Stored items
---*---
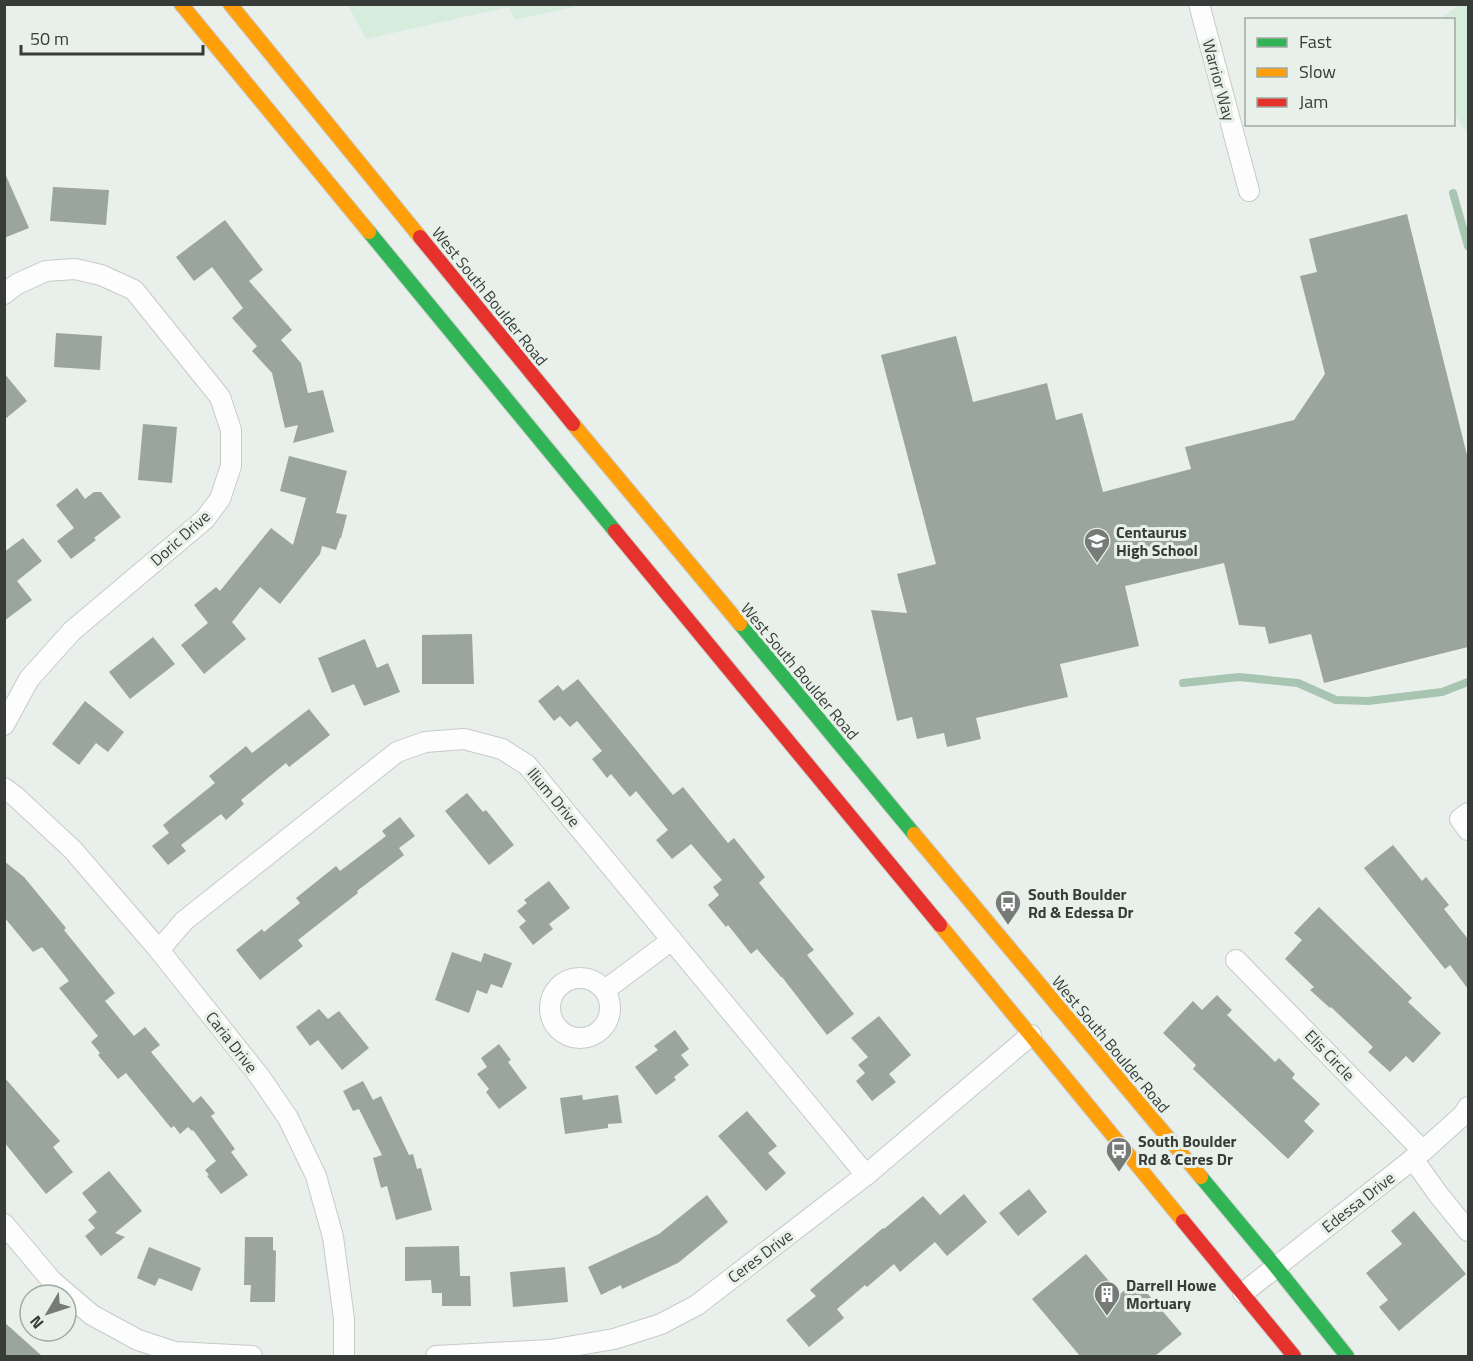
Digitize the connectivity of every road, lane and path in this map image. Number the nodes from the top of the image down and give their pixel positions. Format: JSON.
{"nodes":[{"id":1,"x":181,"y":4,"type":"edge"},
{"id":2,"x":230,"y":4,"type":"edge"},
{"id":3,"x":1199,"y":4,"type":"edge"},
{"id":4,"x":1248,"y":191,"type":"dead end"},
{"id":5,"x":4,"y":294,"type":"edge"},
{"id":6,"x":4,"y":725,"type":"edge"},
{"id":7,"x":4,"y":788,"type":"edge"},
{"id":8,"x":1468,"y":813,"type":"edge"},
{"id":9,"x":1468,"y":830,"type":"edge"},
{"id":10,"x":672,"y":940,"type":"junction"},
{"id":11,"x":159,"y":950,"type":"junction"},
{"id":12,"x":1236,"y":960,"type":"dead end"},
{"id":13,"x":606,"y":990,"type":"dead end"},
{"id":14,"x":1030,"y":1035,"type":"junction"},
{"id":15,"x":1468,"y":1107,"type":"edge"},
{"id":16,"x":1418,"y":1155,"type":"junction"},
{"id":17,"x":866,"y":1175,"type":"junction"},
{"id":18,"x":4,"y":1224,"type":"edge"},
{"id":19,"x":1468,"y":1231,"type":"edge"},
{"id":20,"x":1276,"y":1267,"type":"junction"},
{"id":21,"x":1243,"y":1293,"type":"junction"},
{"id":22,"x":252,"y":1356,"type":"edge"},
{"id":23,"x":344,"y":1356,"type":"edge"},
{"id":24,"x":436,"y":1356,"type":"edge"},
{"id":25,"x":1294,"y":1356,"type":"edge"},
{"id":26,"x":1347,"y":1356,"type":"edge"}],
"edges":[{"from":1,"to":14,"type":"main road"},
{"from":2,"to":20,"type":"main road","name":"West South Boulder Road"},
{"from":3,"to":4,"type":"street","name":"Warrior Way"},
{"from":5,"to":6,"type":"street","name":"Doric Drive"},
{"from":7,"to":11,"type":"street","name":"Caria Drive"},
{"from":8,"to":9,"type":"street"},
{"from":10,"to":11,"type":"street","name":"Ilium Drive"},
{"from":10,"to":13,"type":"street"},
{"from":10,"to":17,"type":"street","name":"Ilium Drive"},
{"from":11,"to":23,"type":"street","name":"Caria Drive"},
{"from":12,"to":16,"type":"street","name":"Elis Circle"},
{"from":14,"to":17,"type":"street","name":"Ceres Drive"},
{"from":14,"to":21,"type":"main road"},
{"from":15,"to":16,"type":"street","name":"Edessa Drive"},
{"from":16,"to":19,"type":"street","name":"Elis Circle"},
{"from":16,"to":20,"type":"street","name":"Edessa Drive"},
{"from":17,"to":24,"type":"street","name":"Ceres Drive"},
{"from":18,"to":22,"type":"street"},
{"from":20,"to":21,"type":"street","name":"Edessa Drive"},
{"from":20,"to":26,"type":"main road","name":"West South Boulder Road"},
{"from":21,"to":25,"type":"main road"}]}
---*---
> **Task to complete**
Write out every record exactly. Leave the pictures out.

> **Answer to the exercise**
Digitize the connectivity of every road, lane and path in this map image. Number the nodes from the top of the image down and give their pixel positions. Format: JSON.
{"nodes":[{"id":1,"x":181,"y":4,"type":"edge"},
{"id":2,"x":230,"y":4,"type":"edge"},
{"id":3,"x":1199,"y":4,"type":"edge"},
{"id":4,"x":1248,"y":191,"type":"dead end"},
{"id":5,"x":4,"y":294,"type":"edge"},
{"id":6,"x":4,"y":725,"type":"edge"},
{"id":7,"x":4,"y":788,"type":"edge"},
{"id":8,"x":1468,"y":813,"type":"edge"},
{"id":9,"x":1468,"y":830,"type":"edge"},
{"id":10,"x":672,"y":940,"type":"junction"},
{"id":11,"x":159,"y":950,"type":"junction"},
{"id":12,"x":1236,"y":960,"type":"dead end"},
{"id":13,"x":606,"y":990,"type":"dead end"},
{"id":14,"x":1030,"y":1035,"type":"junction"},
{"id":15,"x":1468,"y":1107,"type":"edge"},
{"id":16,"x":1418,"y":1155,"type":"junction"},
{"id":17,"x":866,"y":1175,"type":"junction"},
{"id":18,"x":4,"y":1224,"type":"edge"},
{"id":19,"x":1468,"y":1231,"type":"edge"},
{"id":20,"x":1276,"y":1267,"type":"junction"},
{"id":21,"x":1243,"y":1293,"type":"junction"},
{"id":22,"x":252,"y":1356,"type":"edge"},
{"id":23,"x":344,"y":1356,"type":"edge"},
{"id":24,"x":436,"y":1356,"type":"edge"},
{"id":25,"x":1294,"y":1356,"type":"edge"},
{"id":26,"x":1347,"y":1356,"type":"edge"}],
"edges":[{"from":1,"to":14,"type":"main road"},
{"from":2,"to":20,"type":"main road","name":"West South Boulder Road"},
{"from":3,"to":4,"type":"street","name":"Warrior Way"},
{"from":5,"to":6,"type":"street","name":"Doric Drive"},
{"from":7,"to":11,"type":"street","name":"Caria Drive"},
{"from":8,"to":9,"type":"street"},
{"from":10,"to":11,"type":"street","name":"Ilium Drive"},
{"from":10,"to":13,"type":"street"},
{"from":10,"to":17,"type":"street","name":"Ilium Drive"},
{"from":11,"to":23,"type":"street","name":"Caria Drive"},
{"from":12,"to":16,"type":"street","name":"Elis Circle"},
{"from":14,"to":17,"type":"street","name":"Ceres Drive"},
{"from":14,"to":21,"type":"main road"},
{"from":15,"to":16,"type":"street","name":"Edessa Drive"},
{"from":16,"to":19,"type":"street","name":"Elis Circle"},
{"from":16,"to":20,"type":"street","name":"Edessa Drive"},
{"from":17,"to":24,"type":"street","name":"Ceres Drive"},
{"from":18,"to":22,"type":"street"},
{"from":20,"to":21,"type":"street","name":"Edessa Drive"},
{"from":20,"to":26,"type":"main road","name":"West South Boulder Road"},
{"from":21,"to":25,"type":"main road"}]}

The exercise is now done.